We need an API that is dead simple and hard to misuse with clearly defined semantics and guarantees but lets seasoned developers still exploit the hardware to its fullest with additional work. Hope dies last I guess :)
My vision for the operating system of the future is to build a microkernel that exclusively uses a modified ZFS that has a transactional API, that can run Linux drivers in userspace with zero or few changes, and that uses a uniform event API like Windows' handles or Plan 9's file descriptors.
But that modified ZFS is perhaps the most important part, and I would want to make it so `fsync()` on that platform behaves as people would want it to: transactional such that if it succeeds, the data was written, and if it doesn't, that data was not written.
The ability to run Linux drivers is so there isn't a chicken-and-egg problem with drivers. (It would also be nice to implement the POSIX API to solve that part of the chicken-and-egg problem.) The uniform event API is because the current OS API's are difficult to work with. OS's are based around resources and events. The resource API's are pretty good, but the event API's (select(), poll(), epoll(), io_uring, kqueue, WaitForMultipleObjects(), etc.) are still artificially constrained.
Any end-to-end guarantees pretty much requires control over hardware, which of course would be very interesting to a lot of people, but isn't really what mainstream operating system concern themselves with.
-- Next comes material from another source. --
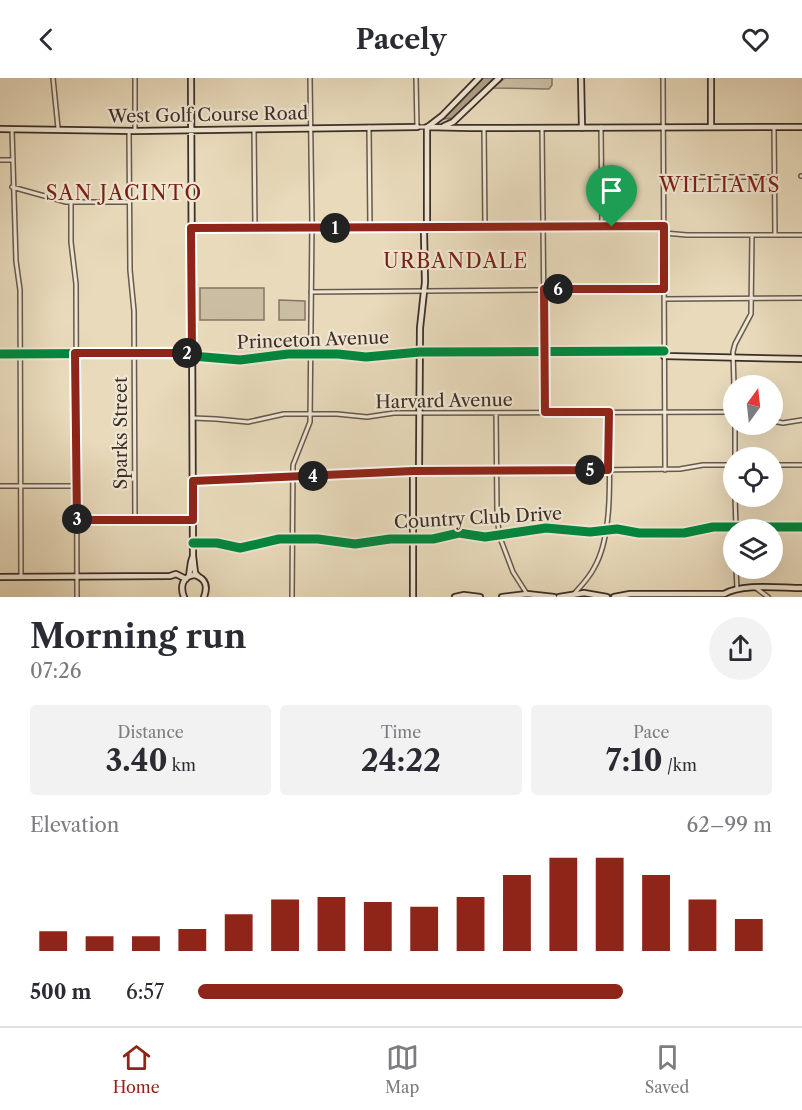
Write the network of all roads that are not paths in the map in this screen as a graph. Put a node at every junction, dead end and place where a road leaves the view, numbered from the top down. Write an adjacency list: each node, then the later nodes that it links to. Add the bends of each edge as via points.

Already the block device hides too much of hardware, and any VFS layer will be even worse. Just because a write is done doesn't mean it's actually on the spinning rust. And even if it is, it could be done in several ways, maybe it was relocated, or parity hasn't been computed, or it's in the queue. Any attempt of abstracting different types of storage will pretty much have to resort to the least bad common denominator here.
I'm not saying it's a bad idea, just that it's not the same problem that operating systems try to solve. But in the post-Optane world maybe block devices are too low level anyway and we'll finally see higher level storage systems.
If you already have a microkernel capable of running Linux hardware drivers in userspace, it shouldn't be hard to also run userspace ABIs/personalities interfaces as userspace drivers; NetBSD rump drivers more or less officially support what you're doing, and I suspect you could modify user mode linux (UML) to provide ABI compatibility good enough to run unmodified Linux binaries.
https://docs.microsoft.com/en-us/windows/win32/fileio/about-...
> In 2013 Bill Gates cited WinFS as his greatest disappointment at Microsoft and that the idea of WinFS was ahead of its time, which will re-emerge
If you discard a requirement to look like a standard Linux filesystem to arbitrary applications, writing a purpose-built filesystem for a specific application often requires less code than trying to make off-the-shelf filesystems consistently deliver desired behavior and performance. And even then it is often difficult to guarantee that the off-the-shelf filesystem will really do what you expect in all cases. Installing a custom filesystem isn't always a practical option operationally but it is sometimes done for applications like high-scale data infrastructure because of the headaches it eliminates. I've built a few systems designed to be deployed either way.
I am not sure there is a "one size fits all" solution for this. Alternative filesystem implementations tend to make very application-specific and hardware-aware design choices.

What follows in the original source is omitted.